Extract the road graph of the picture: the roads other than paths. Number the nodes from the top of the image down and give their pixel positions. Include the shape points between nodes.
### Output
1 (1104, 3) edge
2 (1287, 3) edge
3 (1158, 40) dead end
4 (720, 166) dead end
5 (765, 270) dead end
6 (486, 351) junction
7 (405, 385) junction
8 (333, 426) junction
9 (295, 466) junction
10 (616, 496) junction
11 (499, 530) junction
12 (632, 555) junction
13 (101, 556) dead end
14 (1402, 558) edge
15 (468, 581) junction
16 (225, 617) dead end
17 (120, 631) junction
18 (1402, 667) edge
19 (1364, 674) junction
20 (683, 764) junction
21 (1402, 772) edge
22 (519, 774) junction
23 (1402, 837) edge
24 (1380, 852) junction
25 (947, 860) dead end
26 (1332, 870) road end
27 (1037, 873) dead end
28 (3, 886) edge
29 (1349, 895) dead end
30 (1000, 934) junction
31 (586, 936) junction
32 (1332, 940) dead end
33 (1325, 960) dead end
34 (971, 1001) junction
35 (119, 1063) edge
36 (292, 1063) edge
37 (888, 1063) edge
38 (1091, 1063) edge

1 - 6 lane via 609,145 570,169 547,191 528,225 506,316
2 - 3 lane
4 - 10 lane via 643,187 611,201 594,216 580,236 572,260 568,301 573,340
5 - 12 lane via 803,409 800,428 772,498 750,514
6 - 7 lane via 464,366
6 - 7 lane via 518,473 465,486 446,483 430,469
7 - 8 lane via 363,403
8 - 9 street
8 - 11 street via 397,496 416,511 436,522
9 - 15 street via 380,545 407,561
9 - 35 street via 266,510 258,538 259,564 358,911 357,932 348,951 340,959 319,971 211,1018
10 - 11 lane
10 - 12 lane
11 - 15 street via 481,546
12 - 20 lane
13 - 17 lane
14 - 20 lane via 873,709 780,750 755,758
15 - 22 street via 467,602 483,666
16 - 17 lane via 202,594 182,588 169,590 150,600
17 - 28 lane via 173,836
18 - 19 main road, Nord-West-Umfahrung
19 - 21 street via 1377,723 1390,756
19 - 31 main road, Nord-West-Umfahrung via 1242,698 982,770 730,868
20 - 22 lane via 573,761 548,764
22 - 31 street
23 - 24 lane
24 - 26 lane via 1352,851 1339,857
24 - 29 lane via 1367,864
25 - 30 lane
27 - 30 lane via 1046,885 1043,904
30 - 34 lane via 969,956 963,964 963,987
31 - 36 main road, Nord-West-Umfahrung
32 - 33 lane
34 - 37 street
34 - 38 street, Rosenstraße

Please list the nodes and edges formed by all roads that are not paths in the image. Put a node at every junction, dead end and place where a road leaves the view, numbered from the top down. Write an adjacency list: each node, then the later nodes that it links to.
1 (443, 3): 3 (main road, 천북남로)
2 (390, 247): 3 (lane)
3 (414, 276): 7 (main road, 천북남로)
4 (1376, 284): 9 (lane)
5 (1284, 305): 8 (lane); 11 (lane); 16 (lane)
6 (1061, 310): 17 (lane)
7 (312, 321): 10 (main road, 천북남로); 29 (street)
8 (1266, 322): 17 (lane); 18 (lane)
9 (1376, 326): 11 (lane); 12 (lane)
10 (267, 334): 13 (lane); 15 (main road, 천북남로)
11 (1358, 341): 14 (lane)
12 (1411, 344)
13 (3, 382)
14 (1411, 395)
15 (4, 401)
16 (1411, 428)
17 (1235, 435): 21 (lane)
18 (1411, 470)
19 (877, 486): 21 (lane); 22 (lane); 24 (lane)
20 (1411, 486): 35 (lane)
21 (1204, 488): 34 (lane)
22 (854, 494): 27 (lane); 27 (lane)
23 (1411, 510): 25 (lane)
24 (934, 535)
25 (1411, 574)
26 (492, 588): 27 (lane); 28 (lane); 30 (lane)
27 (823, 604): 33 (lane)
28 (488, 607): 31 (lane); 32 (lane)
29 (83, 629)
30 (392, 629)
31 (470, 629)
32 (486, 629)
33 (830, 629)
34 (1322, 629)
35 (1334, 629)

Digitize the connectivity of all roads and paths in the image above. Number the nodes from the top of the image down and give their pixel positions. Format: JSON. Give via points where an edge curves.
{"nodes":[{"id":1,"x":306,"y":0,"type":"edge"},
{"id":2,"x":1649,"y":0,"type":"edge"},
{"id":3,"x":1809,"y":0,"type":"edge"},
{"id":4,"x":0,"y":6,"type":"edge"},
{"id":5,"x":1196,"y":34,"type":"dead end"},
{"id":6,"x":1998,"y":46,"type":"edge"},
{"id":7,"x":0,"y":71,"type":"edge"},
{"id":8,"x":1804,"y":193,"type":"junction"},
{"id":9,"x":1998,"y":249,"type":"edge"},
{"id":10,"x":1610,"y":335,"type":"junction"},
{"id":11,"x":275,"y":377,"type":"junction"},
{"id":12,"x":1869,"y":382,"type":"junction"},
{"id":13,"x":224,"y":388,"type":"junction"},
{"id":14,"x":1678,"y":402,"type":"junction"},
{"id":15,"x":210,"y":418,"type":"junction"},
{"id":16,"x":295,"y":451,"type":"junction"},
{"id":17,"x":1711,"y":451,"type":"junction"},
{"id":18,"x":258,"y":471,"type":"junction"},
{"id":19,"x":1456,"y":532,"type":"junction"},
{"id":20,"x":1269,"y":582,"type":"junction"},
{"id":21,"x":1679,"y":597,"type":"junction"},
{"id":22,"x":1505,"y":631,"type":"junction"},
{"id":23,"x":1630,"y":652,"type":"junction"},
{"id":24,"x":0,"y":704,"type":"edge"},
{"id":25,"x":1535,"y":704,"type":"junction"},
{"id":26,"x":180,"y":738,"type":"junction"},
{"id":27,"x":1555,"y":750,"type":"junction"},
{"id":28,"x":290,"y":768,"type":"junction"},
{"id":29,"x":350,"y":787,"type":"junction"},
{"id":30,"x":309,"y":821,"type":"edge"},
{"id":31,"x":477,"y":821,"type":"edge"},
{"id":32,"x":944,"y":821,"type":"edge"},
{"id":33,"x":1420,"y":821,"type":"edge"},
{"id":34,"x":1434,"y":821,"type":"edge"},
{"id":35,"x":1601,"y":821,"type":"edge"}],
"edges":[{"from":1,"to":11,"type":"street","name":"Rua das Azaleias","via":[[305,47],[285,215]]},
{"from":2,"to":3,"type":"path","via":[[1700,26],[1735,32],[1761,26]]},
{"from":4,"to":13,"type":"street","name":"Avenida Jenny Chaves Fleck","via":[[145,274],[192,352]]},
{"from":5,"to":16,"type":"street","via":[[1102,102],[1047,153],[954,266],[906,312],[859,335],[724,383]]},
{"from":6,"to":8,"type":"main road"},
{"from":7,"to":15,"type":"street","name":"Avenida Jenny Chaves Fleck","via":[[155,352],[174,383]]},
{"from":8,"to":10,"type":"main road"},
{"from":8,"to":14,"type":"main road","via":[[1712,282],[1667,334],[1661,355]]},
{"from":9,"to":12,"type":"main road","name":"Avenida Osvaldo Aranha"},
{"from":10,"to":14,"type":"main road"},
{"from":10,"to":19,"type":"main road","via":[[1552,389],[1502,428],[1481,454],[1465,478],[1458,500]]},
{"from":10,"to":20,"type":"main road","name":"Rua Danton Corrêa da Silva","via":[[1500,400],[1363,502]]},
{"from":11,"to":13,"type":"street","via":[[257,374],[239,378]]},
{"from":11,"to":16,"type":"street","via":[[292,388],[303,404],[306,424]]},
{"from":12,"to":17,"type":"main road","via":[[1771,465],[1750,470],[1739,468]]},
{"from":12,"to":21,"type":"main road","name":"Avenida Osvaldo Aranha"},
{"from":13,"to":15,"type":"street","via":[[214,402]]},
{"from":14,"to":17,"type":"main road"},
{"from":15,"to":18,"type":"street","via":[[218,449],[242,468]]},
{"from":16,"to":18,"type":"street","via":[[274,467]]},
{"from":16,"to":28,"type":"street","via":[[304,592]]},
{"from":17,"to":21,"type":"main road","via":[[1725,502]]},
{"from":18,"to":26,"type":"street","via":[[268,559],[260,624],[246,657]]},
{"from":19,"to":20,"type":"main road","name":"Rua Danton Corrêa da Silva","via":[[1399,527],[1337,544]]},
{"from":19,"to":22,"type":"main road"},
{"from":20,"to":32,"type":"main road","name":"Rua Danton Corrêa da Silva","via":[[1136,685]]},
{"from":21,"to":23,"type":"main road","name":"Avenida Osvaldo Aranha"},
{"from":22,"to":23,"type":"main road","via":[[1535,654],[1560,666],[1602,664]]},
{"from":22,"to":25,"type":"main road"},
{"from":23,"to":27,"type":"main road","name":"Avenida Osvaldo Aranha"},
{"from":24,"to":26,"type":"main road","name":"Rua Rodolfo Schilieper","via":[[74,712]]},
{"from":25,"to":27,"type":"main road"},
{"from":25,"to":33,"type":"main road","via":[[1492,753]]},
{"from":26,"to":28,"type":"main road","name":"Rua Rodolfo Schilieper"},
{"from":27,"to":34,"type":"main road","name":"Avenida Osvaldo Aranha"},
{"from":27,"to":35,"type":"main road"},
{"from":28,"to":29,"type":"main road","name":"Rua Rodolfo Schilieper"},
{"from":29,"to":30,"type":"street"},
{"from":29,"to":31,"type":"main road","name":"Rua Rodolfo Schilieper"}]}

→ WHAT YOU HAVE TO DO
Some of the data mentions "Silva". Copy every line where it does.

→ EXERCISE RESULT
{"from":10,"to":20,"type":"main road","name":"Rua Danton Corrêa da Silva","via":[[1500,400],[1363,502]]},
{"from":19,"to":20,"type":"main road","name":"Rua Danton Corrêa da Silva","via":[[1399,527],[1337,544]]},
{"from":20,"to":32,"type":"main road","name":"Rua Danton Corrêa da Silva","via":[[1136,685]]},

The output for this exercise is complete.